In the times when positioning was mainly based on incoming links, directories played a big role, which is why they sprouted like mushrooms after rain. On the Internet, you could buy ready-made scripts for running directories for not much money, which is why people dealing with SEO optimization and positioning sometimes operated even several dozen directories on different servers, changing only their colors.
Heuristics in DMOZ
Adding a website to directories is a relatively tedious job - you have to create an account, fill out a form adding a title, description, tags, offer, photos. The SEO industry took advantage of this by offering another service, which was cataloging, i.e. adding a website to many directories. This was done automatically or semi-automatically by using prepared scripts. It was relatively convenient for both parties and financially beneficial.
Cataloging originally belonged to White Hat SEO and was tolerated by Google. Unfortunately, over time, directories became the main tool in generating links and began to resemble pages with valuable information. Google, seeing that directories had lost the purpose for which they were originally created, i.e. helping users find valuable information, and had become a place to generate links for positioned pages, introduced an algorithm called Penguin, which caused pages abusing cataloging, especially so-called link farms, to be punished and thrown out of search results. Here we write more about Penguin .

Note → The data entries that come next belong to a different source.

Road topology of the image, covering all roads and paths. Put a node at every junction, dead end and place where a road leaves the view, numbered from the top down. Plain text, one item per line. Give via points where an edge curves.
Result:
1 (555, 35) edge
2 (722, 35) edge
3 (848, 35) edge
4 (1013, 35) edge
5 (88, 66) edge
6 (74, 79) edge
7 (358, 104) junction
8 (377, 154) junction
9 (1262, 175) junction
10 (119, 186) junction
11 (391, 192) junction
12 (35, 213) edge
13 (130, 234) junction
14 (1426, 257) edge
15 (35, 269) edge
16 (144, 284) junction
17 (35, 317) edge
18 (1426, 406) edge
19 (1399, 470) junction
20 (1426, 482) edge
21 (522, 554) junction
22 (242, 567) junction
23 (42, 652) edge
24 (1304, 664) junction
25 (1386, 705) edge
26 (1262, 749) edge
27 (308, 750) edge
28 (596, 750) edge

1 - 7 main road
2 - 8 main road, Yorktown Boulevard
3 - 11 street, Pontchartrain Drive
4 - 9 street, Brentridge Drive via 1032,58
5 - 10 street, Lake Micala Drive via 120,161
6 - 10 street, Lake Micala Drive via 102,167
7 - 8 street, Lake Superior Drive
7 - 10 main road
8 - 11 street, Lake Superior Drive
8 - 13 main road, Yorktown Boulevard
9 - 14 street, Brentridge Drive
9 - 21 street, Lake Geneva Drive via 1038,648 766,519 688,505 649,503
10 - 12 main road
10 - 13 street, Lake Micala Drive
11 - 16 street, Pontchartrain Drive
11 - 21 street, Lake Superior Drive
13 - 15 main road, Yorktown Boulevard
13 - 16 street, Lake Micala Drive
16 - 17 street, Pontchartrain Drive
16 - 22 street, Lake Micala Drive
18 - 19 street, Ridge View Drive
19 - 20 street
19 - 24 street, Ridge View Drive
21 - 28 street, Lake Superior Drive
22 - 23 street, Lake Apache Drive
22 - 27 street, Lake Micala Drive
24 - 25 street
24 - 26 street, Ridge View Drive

The introduction of Penguin to the algorithm did not completely make directories lose their importance. Valuable, moderated directories were still used to acquire links in the process of positioning websites, but links from these directories began to lose their importance.
Summary
The deactivation of DMOZ can be considered important information for the SEO industry. It is a signal that directories are no longer playing a big role and that it is not worth paying more attention to them. Of course, it cannot be said that the value of links from popular commercial directories that users still use are losing their importance completely, or, for example, links from blogs or services placed in the "recommended pages" section, which can also be considered a kind of directory.
The importance of traditional SEO page directories will certainly be marginalized, and in time this part of the Internet will completely disappear. It is difficult to predict how long the SEO industry will use the support of popular directories, but we can be sure that in the coming years, cataloging will completely disappear from the offer of SEO companies.